Sometime in the seventh or eight inning of a baseball game, fans learn the number of people in the stands for that game: “Tonight’s attendance: 47,137. Thank you for your attendance.”
Immediately, many in the stands are calculating the time it will take to make it through the crowd to their automobiles, the time it will take to leave the parking facility and the time it will take to get home. As a fan, one comes to view the others in attendance as impediments.
In physical education classes, we used to count off, and then all the No. 1’s would make up a group, the No. 2’s another group, and so on. It mattered very little who was assigned to which group; it mattered only that each group had the same number of individuals.
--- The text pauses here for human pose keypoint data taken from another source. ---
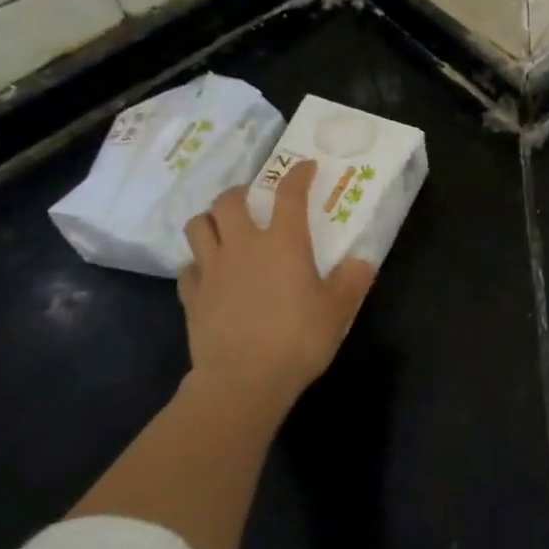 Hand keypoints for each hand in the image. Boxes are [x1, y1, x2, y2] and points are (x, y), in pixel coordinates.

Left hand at [179, 161, 376, 416]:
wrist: (242, 381)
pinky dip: (198, 263)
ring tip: (223, 229)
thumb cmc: (298, 339)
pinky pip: (187, 267)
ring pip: (198, 227)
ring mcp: (212, 269)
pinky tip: (209, 274)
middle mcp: (243, 245)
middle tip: (252, 199)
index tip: (305, 166)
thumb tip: (360, 261)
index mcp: (283, 242)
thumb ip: (351, 281)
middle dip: (240, 193)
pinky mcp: (191, 296)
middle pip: (229, 201)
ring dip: (210, 221)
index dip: (297, 175)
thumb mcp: (338, 310)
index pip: (289, 194) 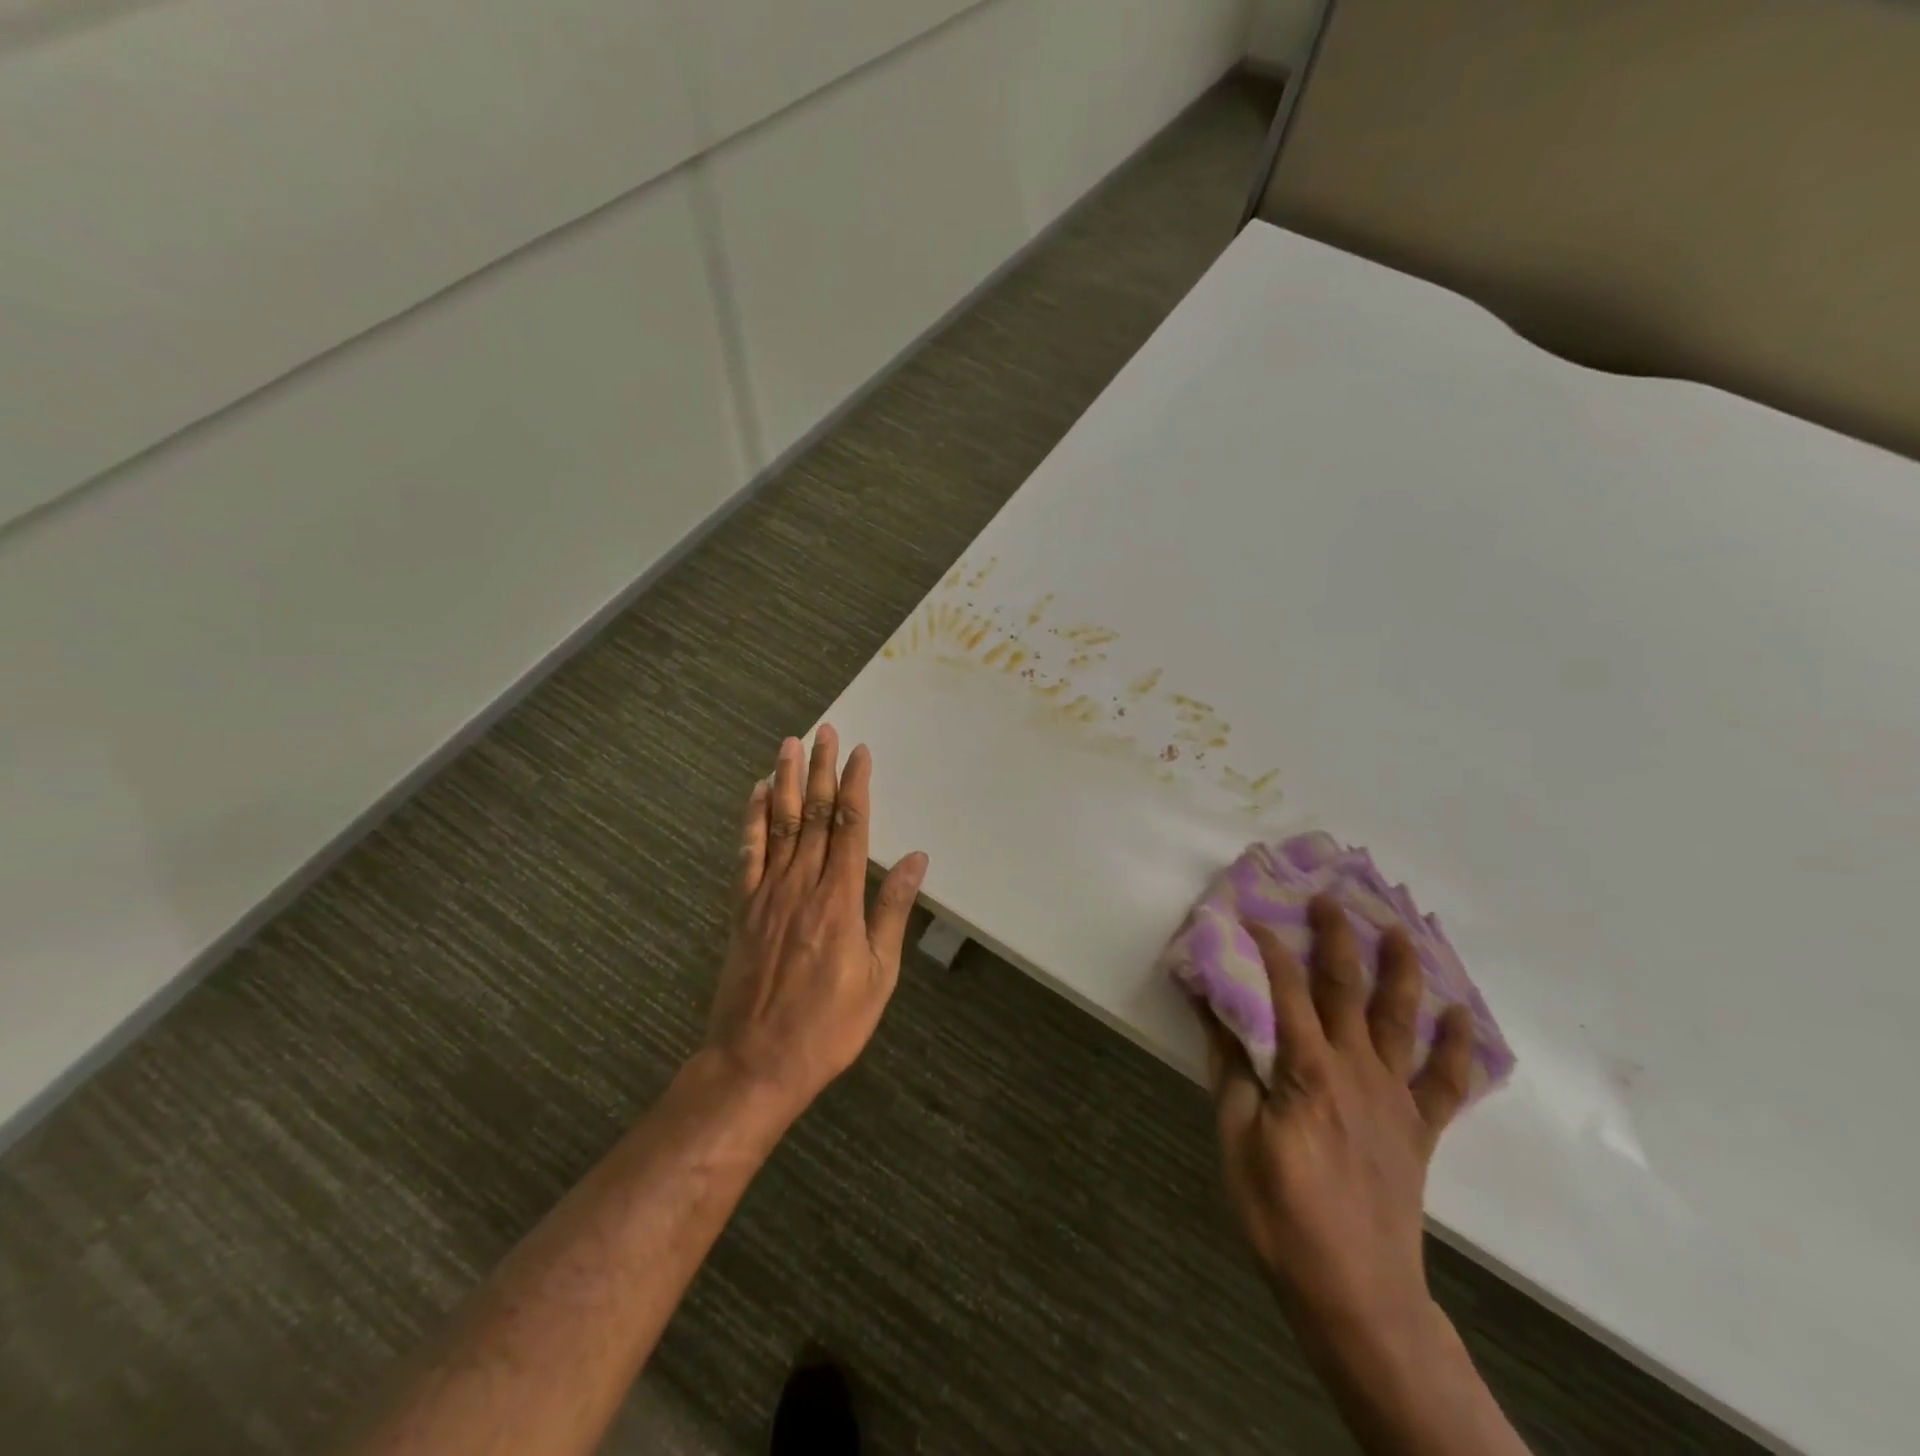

In my youth, one of the daily newspapers used to keep a running tabulation of traffic fatalities. During the Vietnam War, such a tabulation was kept of those who fell in battle or were wounded. Every 10 years, the U.S. takes a census of the nation’s population. How many people? Where do they live?
In each of these counts, people are counted as a group. They are rarely counted as individuals who count.
In Parshat Naso, the census that began in the previous week’s parashah, Bemidbar, continues, this time focusing on the census of the Levitical tribes. The Hebrew idiom for taking a census, from which the name of this parashah is derived, is Naso Et Rosh. Rather than employ a verb whose meaning is actually “to count,” this idiom literally means “Lift the head of.” What may one learn from this?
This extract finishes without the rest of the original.